▶ The problem: Each line below should be repeated exactly, but no picture should be carried over.

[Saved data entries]
┄┄┄┄┄┄┄┄┄┄
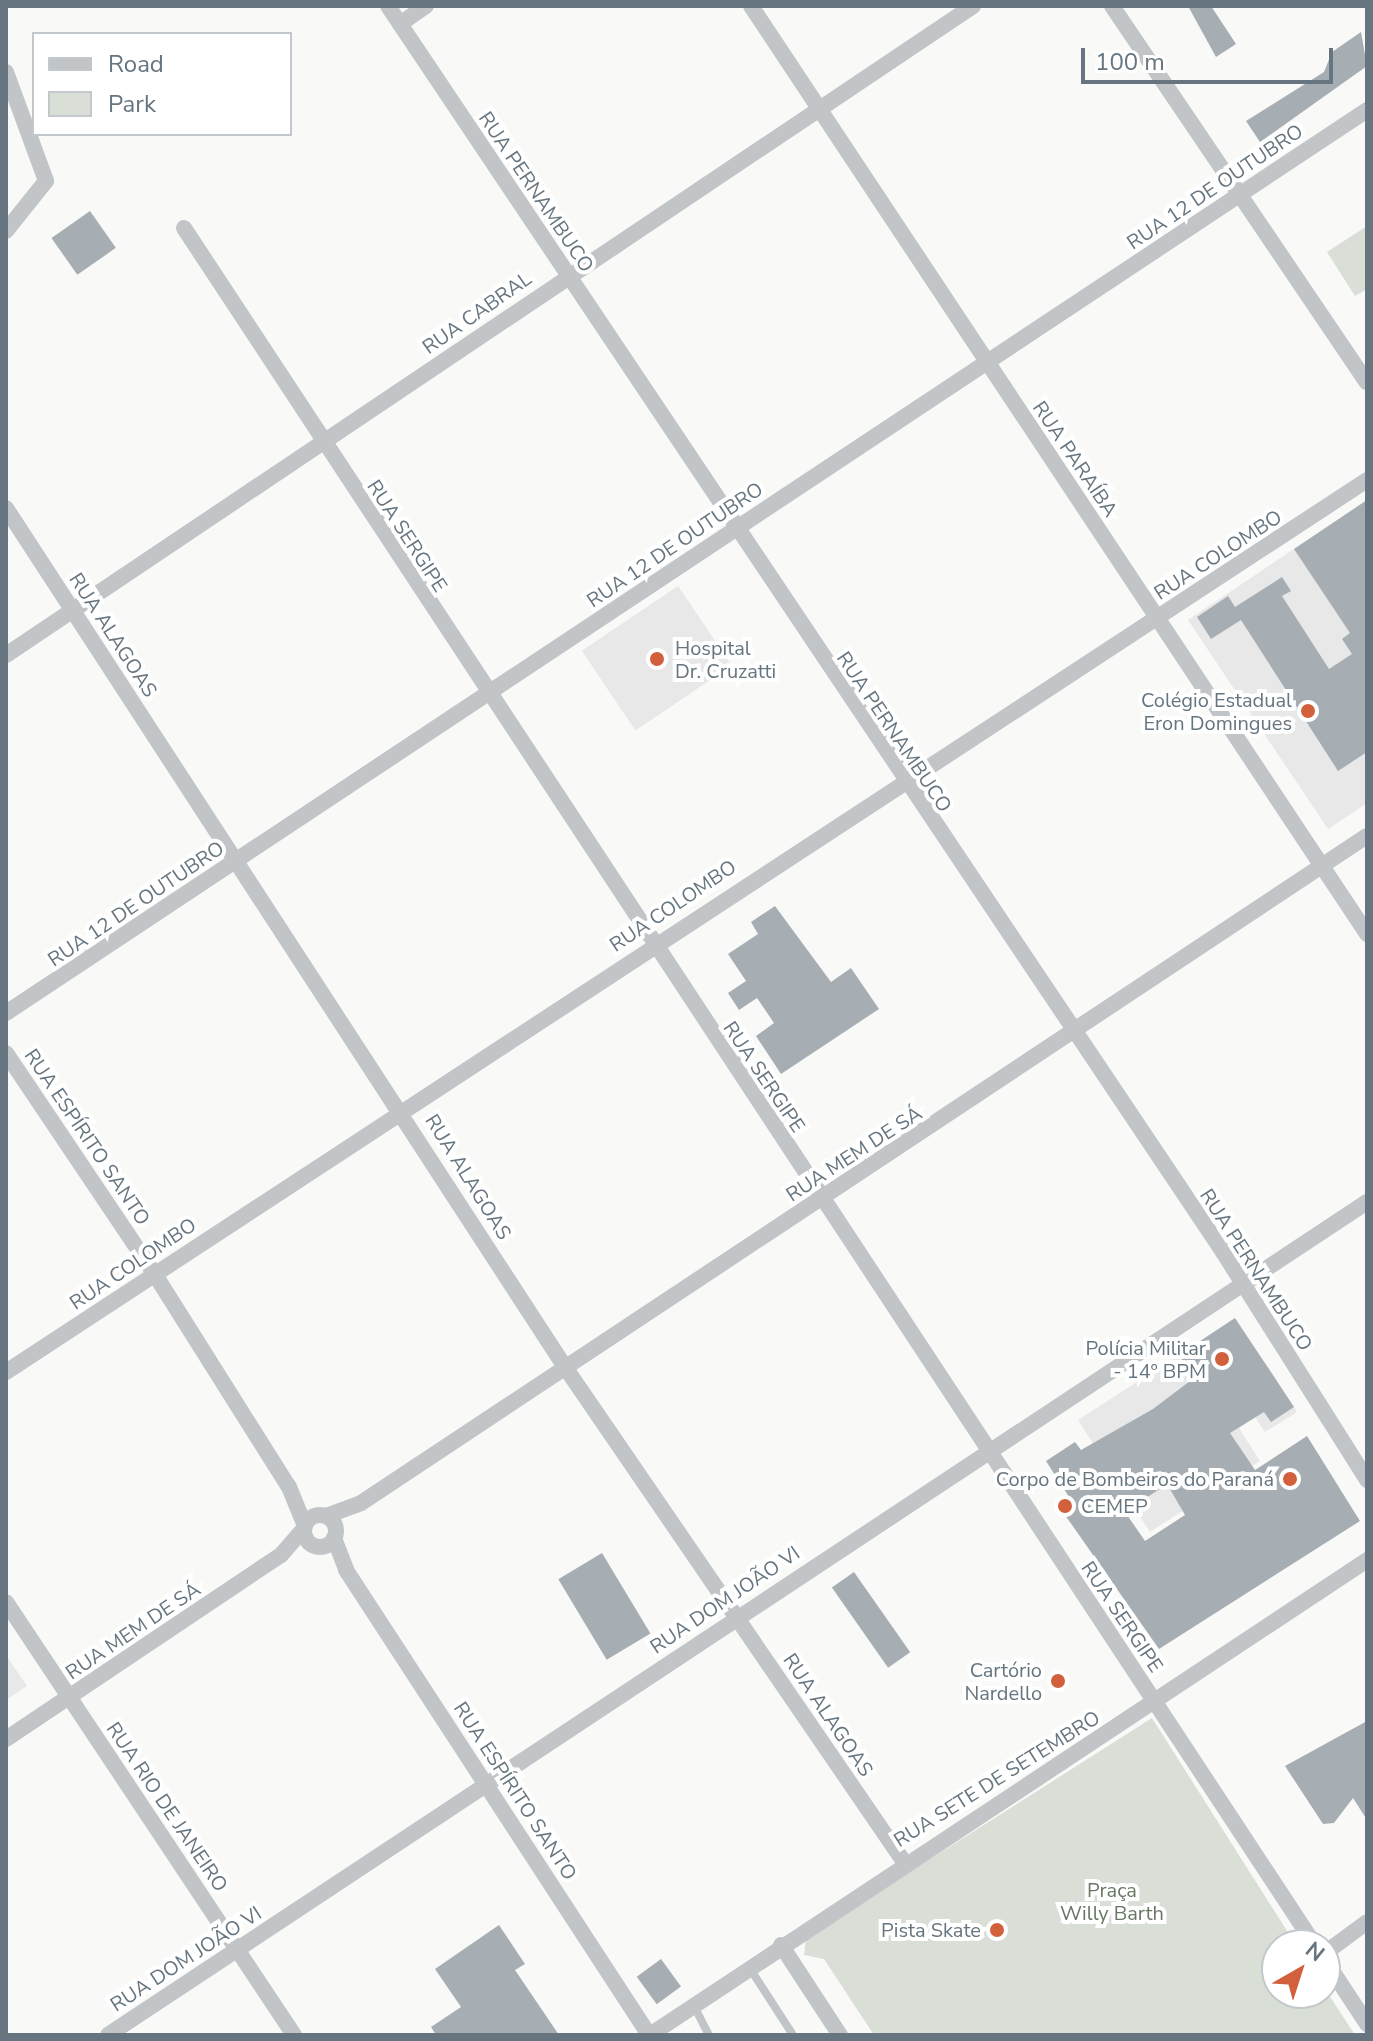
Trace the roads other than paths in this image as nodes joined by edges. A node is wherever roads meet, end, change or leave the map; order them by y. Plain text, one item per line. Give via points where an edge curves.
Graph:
1 (388, 6) edge
2 (426, 6) edge
3 (751, 6) edge
4 (973, 6) edge
5 (1112, 6) edge
6 (400, 24) junction
7 (6, 72) edge
8 (818, 108) junction
9 (1367, 110) edge
10 (1238, 196) junction
11 (184, 228) dead end
12 (6, 231) edge
13 (567, 276) junction
14 (986, 364) junction
15 (1367, 382) edge
16 (323, 444) junction
17 (1367, 480) edge
18 (6, 508) edge
19 (736, 529) junction
20 (73, 611) junction
21 (1159, 617) junction
22 (6, 655) edge
23 (487, 695) junction
24 (901, 779) junction
25 (1367, 836) edge
26 (236, 861) junction
27 (1322, 866) junction
28 (1367, 934) edge
29 (651, 944) junction
30 (6, 1013) edge
31 (1076, 1032) junction
32 (6, 1053) edge
33 (402, 1110) junction
34 (822, 1200) junction
35 (1367, 1202) edge
36 (154, 1273) junction
37 (1242, 1284) junction
38 (565, 1367) junction
39 (6, 1372) edge
40 (986, 1448) junction
41 (1367, 1480) edge
42 (289, 1487) junction
43 (361, 1503) junction
44 (323, 1516) junction
45 (305, 1527) junction
46 (326, 1541) junction
47 (281, 1555) junction
48 (1367, 1560) edge
49 (6, 1602) edge
50 (736, 1616) junction
51 (70, 1698) junction
52 (1155, 1703) junction
53 (6, 1739) edge
54 (484, 1785) junction
55 (904, 1862) junction
56 (1367, 1922) edge
57 (1304, 1929) edge
58 (1341, 1941) edge
59 (781, 1945) junction
60 (238, 1949) junction
61 (749, 1966) junction
62 (1341, 1984) edge
63 (693, 2003) junction
64 (1367, 2024) edge
65 (108, 2035) edge
66 (294, 2035) edge
67 (650, 2035) edge
68 (709, 2035) edge
69 (793, 2035) edge
70 (840, 2035) edge

1 - 6 street, RUA PERNAMBUCO
2 - 6 street
3 - 8 street, RUA PARAÍBA
4 - 8 street, RUA CABRAL
5 - 10 street
6 - 13 street, RUA PERNAMBUCO
7 - 12 street via 46,181
8 - 13 street, RUA CABRAL
8 - 14 street, RUA PARAÍBA
9 - 10 street, RUA 12 DE OUTUBRO
10 - 14 street, RUA 12 DE OUTUBRO
10 - 15 street
11 - 16 street, RUA SERGIPE
13 - 16 street, RUA CABRAL
13 - 19 street, RUA PERNAMBUCO
14 - 19 street, RUA 12 DE OUTUBRO
14 - 21 street, RUA PARAÍBA
16 - 20 street, RUA CABRAL
16 - 23 street, RUA SERGIPE
17 - 21 street, RUA COLOMBO
18 - 20 street, RUA ALAGOAS
19 - 23 street, RUA 12 DE OUTUBRO
19 - 24 street, RUA PERNAMBUCO
20 - 22 street, RUA CABRAL
20 - 26 street, RUA ALAGOAS
21 - 24 street, RUA COLOMBO
21 - 27 street, RUA PARAÍBA
23 - 26 street, RUA 12 DE OUTUBRO
23 - 29 street, RUA SERGIPE
24 - 29 street, RUA COLOMBO
24 - 31 street, RUA PERNAMBUCO
25 - 27 street, RUA MEM DE SÁ
26 - 30 street, RUA 12 DE OUTUBRO
26 - 33 street, RUA ALAGOAS
27 - 28 street, RUA PARAÍBA
27 - 31 street, RUA MEM DE SÁ
29 - 33 street, RUA COLOMBO
29 - 34 street, RUA SERGIPE
31 - 34 street, RUA MEM DE SÁ
31 - 37 street, RUA PERNAMBUCO
32 - 36 street, RUA ESPÍRITO SANTO
33 - 36 street, RUA COLOMBO
33 - 38 street, RUA ALAGOAS
34 - 38 street, RUA MEM DE SÁ
34 - 40 street, RUA SERGIPE
35 - 37 street, RUA DOM JOÃO VI
36 - 39 street, RUA COLOMBO
36 - 42 street, RUA ESPÍRITO SANTO
37 - 40 street, RUA DOM JOÃO VI
37 - 41 street, RUA PERNAMBUCO
38 - 43 street, RUA MEM DE SÁ
38 - 50 street, RUA ALAGOAS
40 - 50 street, RUA DOM JOÃO VI
40 - 52 street, RUA SERGIPE
42 - 44 street, RUA ESPÍRITO SANTO
42 - 45 street, RUA ESPÍRITO SANTO
43 - 44 street, RUA MEM DE SÁ
43 - 46 street, RUA MEM DE SÁ
44 - 45 street, RUA MEM DE SÁ
44 - 46 street, RUA ESPÍRITO SANTO
45 - 46 street, RUA ESPÍRITO SANTO
45 - 47 street, RUA MEM DE SÁ
46 - 47 street, RUA MEM DE SÁ
46 - 54 street, RUA ESPÍRITO SANTO
47 - 51 street, RUA MEM DE SÁ
48 - 52 street, RUA SETE DE SETEMBRO
49 - 51 street, RUA RIO DE JANEIRO
50 - 54 street, RUA DOM JOÃO VI
50 - 55 street, RUA ALAGOAS
51 - 53 street, RUA MEM DE SÁ
51 - 60 street, RUA RIO DE JANEIRO
52 - 55 street, RUA SETE DE SETEMBRO
52 - 57 street, RUA SERGIPE
54 - 60 street, RUA DOM JOÃO VI
54 - 67 street, RUA ESPÍRITO SANTO
55 - 59 street, RUA SETE DE SETEMBRO
56 - 58 street
59 - 61 street, RUA SETE DE SETEMBRO
59 - 70 street
60 - 65 street, RUA DOM JOÃO VI
60 - 66 street, RUA RIO DE JANEIRO
61 - 63 street, RUA SETE DE SETEMBRO
61 - 69 lane
62 - 64 street
63 - 67 street, RUA SETE DE SETEMBRO
63 - 68 lane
┄┄┄┄┄┄┄┄┄┄
▶ Exercise solution:
Trace the roads other than paths in this image as nodes joined by edges. A node is wherever roads meet, end, change or leave the map; order them by y. Plain text, one item per line. Give via points where an edge curves.
Graph:
1 (388, 6) edge
2 (426, 6) edge
3 (751, 6) edge
4 (973, 6) edge
5 (1112, 6) edge
6 (400, 24) junction
7 (6, 72) edge
8 (818, 108) junction
9 (1367, 110) edge
10 (1238, 196) junction
11 (184, 228) dead end
12 (6, 231) edge
13 (567, 276) junction
14 (986, 364) junction
15 (1367, 382) edge
16 (323, 444) junction
17 (1367, 480) edge
18 (6, 508) edge
19 (736, 529) junction
20 (73, 611) junction
21 (1159, 617) junction
22 (6, 655) edge
23 (487, 695) junction
24 (901, 779) junction
25 (1367, 836) edge
26 (236, 861) junction
27 (1322, 866) junction
28 (1367, 934) edge
29 (651, 944) junction
30 (6, 1013) edge
31 (1076, 1032) junction
32 (6, 1053) edge
33 (402, 1110) junction
34 (822, 1200) junction
35 (1367, 1202) edge
36 (154, 1273) junction
37 (1242, 1284) junction
38 (565, 1367) junction
39 (6, 1372) edge
40 (986, 1448) junction
41 (1367, 1480) edge
42 (289, 1487) junction
43 (361, 1503) junction
44 (323, 1516) junction
45 (305, 1527) junction
46 (326, 1541) junction
47 (281, 1555) junction
48 (1367, 1560) edge
49 (6, 1602) edge
50 (736, 1616) junction
51 (70, 1698) junction
52 (1155, 1703) junction
53 (6, 1739) edge
54 (484, 1785) junction
55 (904, 1862) junction
56 (1367, 1922) edge
57 (1304, 1929) edge
58 (1341, 1941) edge
59 (781, 1945) junction
60 (238, 1949) junction
61 (749, 1966) junction
62 (1341, 1984) edge
63 (693, 2003) junction
64 (1367, 2024) edge
65 (108, 2035) edge
66 (294, 2035) edge
67 (650, 2035) edge
68 (709, 2035) edge
69 (793, 2035) edge
70 (840, 2035) edge

1 - 6 street, RUA PERNAMBUCO
2 - 6 street
3 - 8 street, RUA PARAÍBA
4 - 8 street, RUA CABRAL
5 - 10 street
6 - 13 street, RUA PERNAMBUCO
7 - 12 street via 46,181
8 - 13 street, RUA CABRAL
8 - 14 street, RUA PARAÍBA
9 - 10 street, RUA 12 DE OUTUBRO
10 - 14 street, RUA 12 DE OUTUBRO
10 - 15 street
11 - 16 street, RUA SERGIPE
13 - 16 street, RUA CABRAL
13 - 19 street, RUA PERNAMBUCO
14 - 19 street, RUA 12 DE OUTUBRO
14 - 21 street, RUA PARAÍBA
16 - 20 street, RUA CABRAL
16 - 23 street, RUA SERGIPE
17 - 21 street, RUA COLOMBO
18 - 20 street, RUA ALAGOAS
19 - 23 street, RUA 12 DE OUTUBRO
19 - 24 street, RUA PERNAMBUCO
20 - 22 street, RUA CABRAL
20 - 26 street, RUA ALAGOAS
21 - 24 street, RUA COLOMBO
21 - 27 street, RUA PARAÍBA
23 - 26 street, RUA 12 DE OUTUBRO
23 - 29 street, RUA SERGIPE
24 - 29 street, RUA COLOMBO
24 - 31 street, RUA PERNAMBUCO
25 - 27 street, RUA MEM DE SÁ
26 - 30 street, RUA 12 DE OUTUBRO
26 - 33 street, RUA ALAGOAS
27 - 28 street, RUA PARAÍBA
27 - 31 street, RUA MEM DE SÁ
29 - 33 street, RUA COLOMBO
29 - 34 street, RUA SERGIPE
31 - 34 street, RUA MEM DE SÁ
31 - 37 street, RUA PERNAMBUCO
32 - 36 street, RUA ESPÍRITO SANTO
33 - 36 street, RUA COLOMBO
33 - 38 street, RUA ALAGOAS
34 - 38 street, RUA MEM DE SÁ
34 - 40 street, RUA SERGIPE
35 - 37 street, RUA DOM JOÃO VI
36 - 39 street, RUA COLOMBO
36 - 42 street, RUA ESPÍRITO SANTO
37 - 40 street, RUA DOM JOÃO VI
37 - 41 street, RUA PERNAMBUCO
38 - 43 street, RUA MEM DE SÁ
38 - 50 street, RUA ALAGOAS
40 - 50 street, RUA DOM JOÃO VI
40 - 52 street, RUA SERGIPE
42 - 44 street, RUA ESPÍRITO SANTO
42 - 45 street, RUA ESPÍRITO SANTO
43 - 44 street, RUA MEM DE SÁ
43 - 46 street, RUA MEM DE SÁ
44 - 45 street, RUA MEM DE SÁ
44 - 46 street, RUA ESPÍRITO SANTO
45 - 46 street, RUA ESPÍRITO SANTO
45 - 47 street, RUA MEM DE SÁ
46 - 47 street, RUA MEM DE SÁ
46 - 54 street, RUA ESPÍRITO SANTO
47 - 51 street, RUA MEM DE SÁ
48 - 52 street, RUA SETE DE SETEMBRO
49 - 51 street, RUA RIO DE JANEIRO
50 - 54 street, RUA DOM JOÃO VI
50 - 55 street, RUA ALAGOAS
51 - 53 street, RUA MEM DE SÁ
51 - 60 street, RUA RIO DE JANEIRO
52 - 55 street, RUA SETE DE SETEMBRO
52 - 57 street, RUA SERGIPE
54 - 60 street, RUA DOM JOÃO VI
54 - 67 street, RUA ESPÍRITO SANTO
55 - 59 street, RUA SETE DE SETEMBRO
56 - 58 street
59 - 61 street, RUA SETE DE SETEMBRO
59 - 70 street
60 - 65 street, RUA DOM JOÃO VI
60 - 66 street, RUA RIO DE JANEIRO
61 - 63 street, RUA SETE DE SETEMBRO
61 - 69 lane
62 - 64 street
63 - 67 street, RUA SETE DE SETEMBRO
63 - 68 lane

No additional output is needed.